So they wave the magic wand of "it self-assembled"...and redundant complexity does not touch on the argument-yes, you could have in SOME IR machines reduce the amount of a certain part...but then there's the problem of minimal functionality to include. And gene duplication doesn't solve the problem-you get the same gene twice...We have shown, first, that systems satisfying Behe's characterization of irreducible biochemical complexity can arise naturally and spontaneously as the result of self-organizing chemical processes.

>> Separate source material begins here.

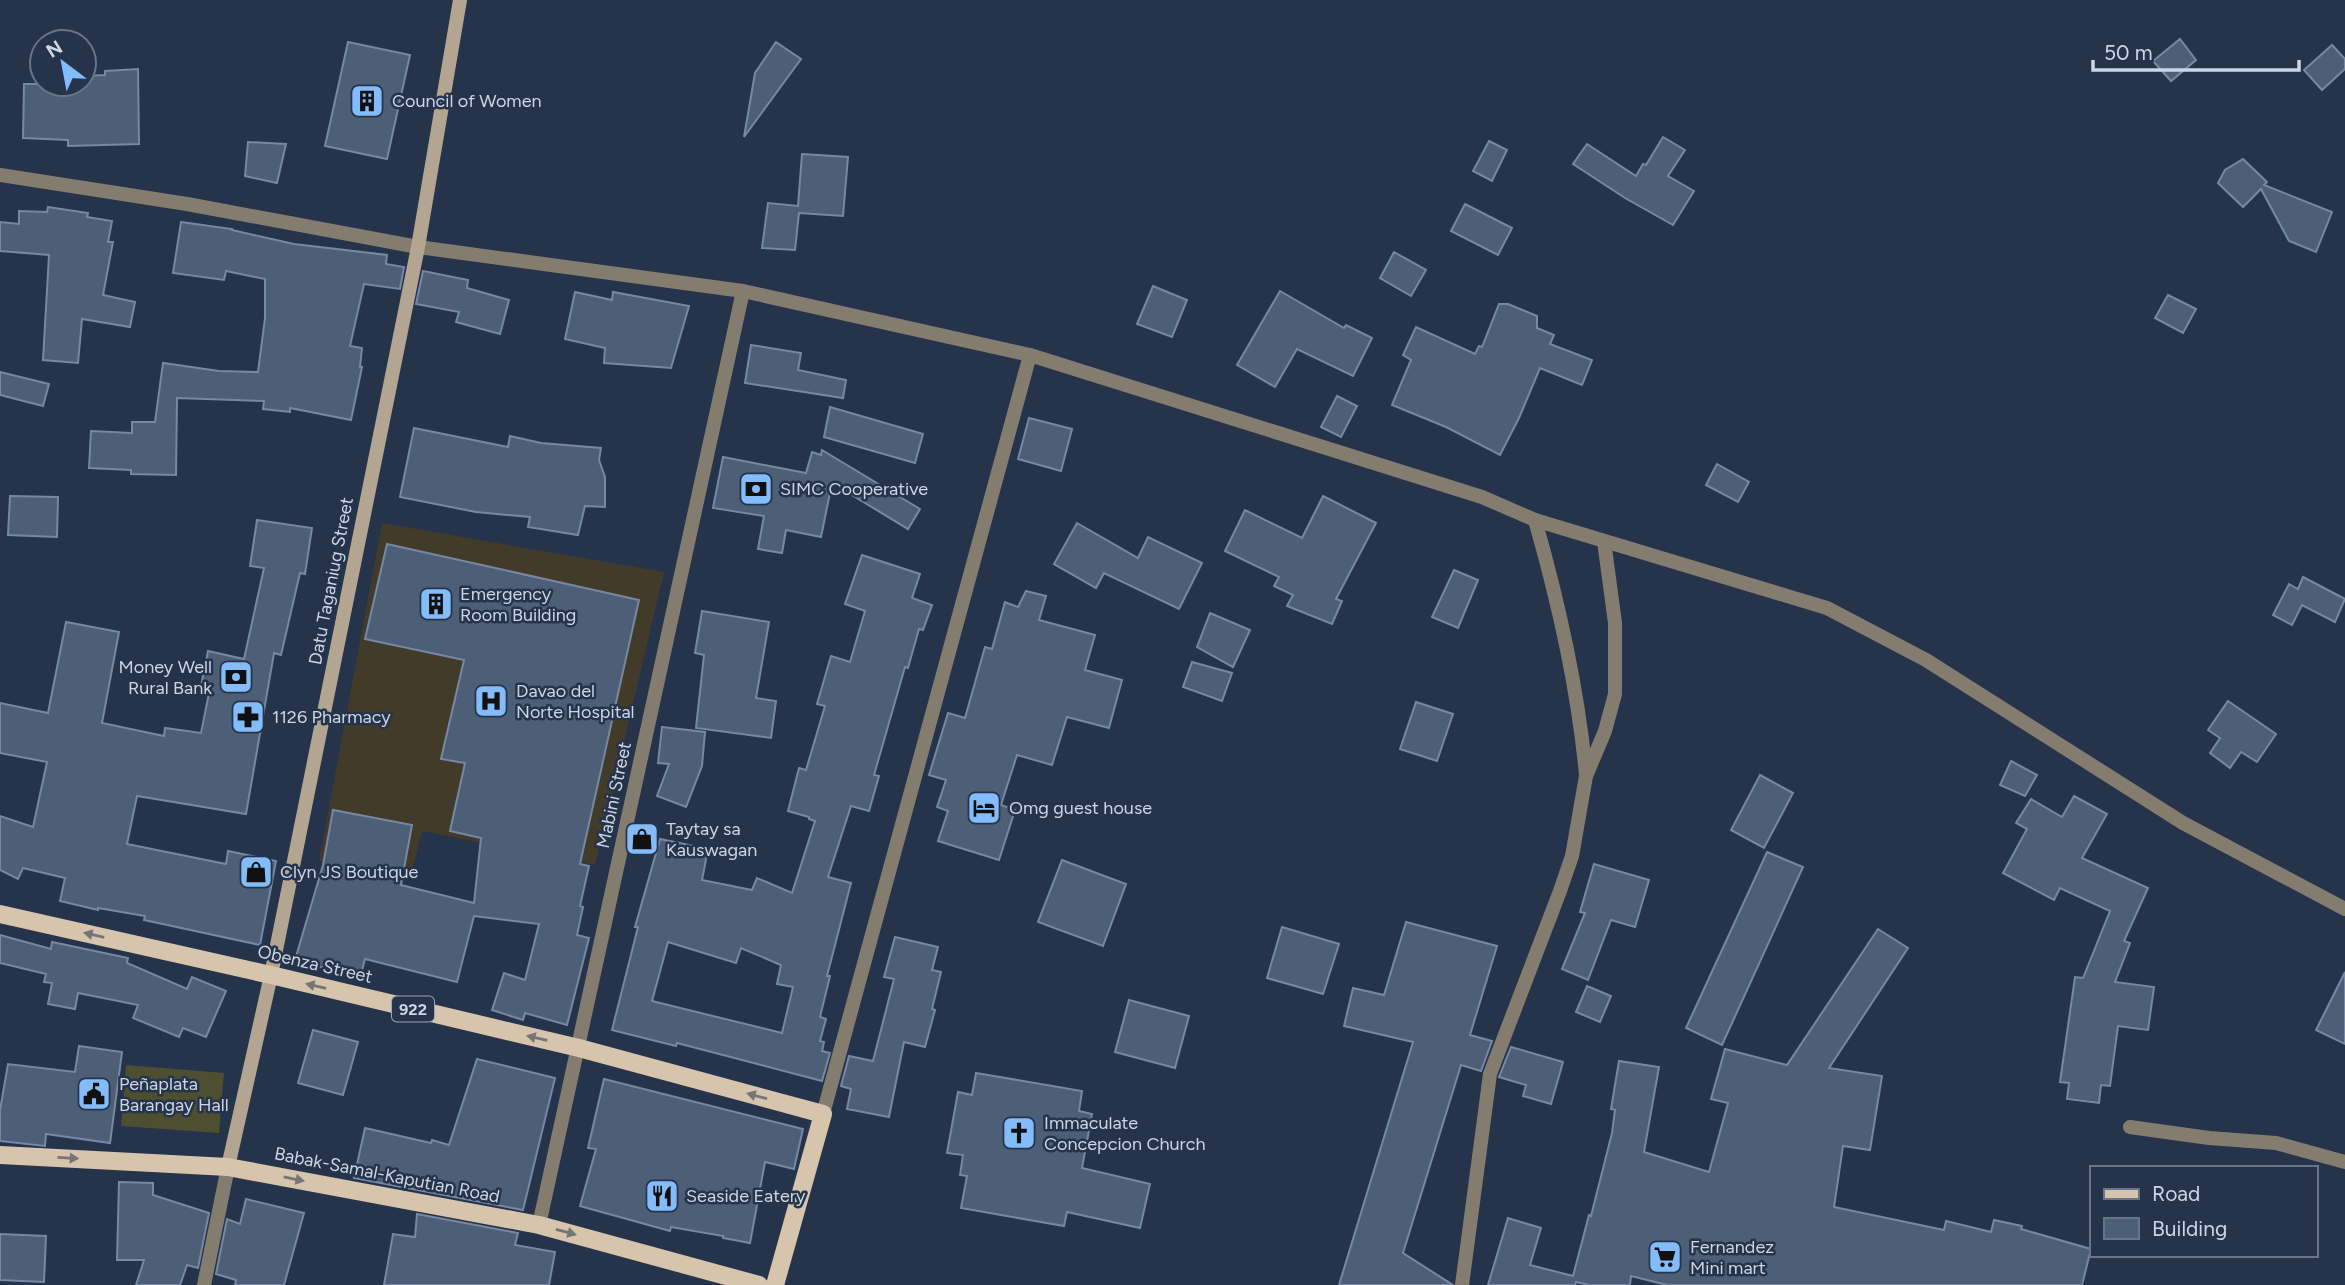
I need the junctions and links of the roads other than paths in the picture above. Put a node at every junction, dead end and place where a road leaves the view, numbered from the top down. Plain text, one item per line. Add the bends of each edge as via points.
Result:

Second, we have argued further that evolved biochemical and molecular systems exhibit redundant complexity -- this kind of complexity simultaneously accounts for the stability of evolved biochemical systems and processes in the face of even quite radical perturbations, for biochemical and metabolic plasticity, and, mainly as a result of gene duplication, for extant structures and processes to get co-opted in the course of evolutionary time, to serve novel functional ends.
As usual, your article suffers from hand waving and lack of scientific evidence, no playing with evidence, no looking at probability...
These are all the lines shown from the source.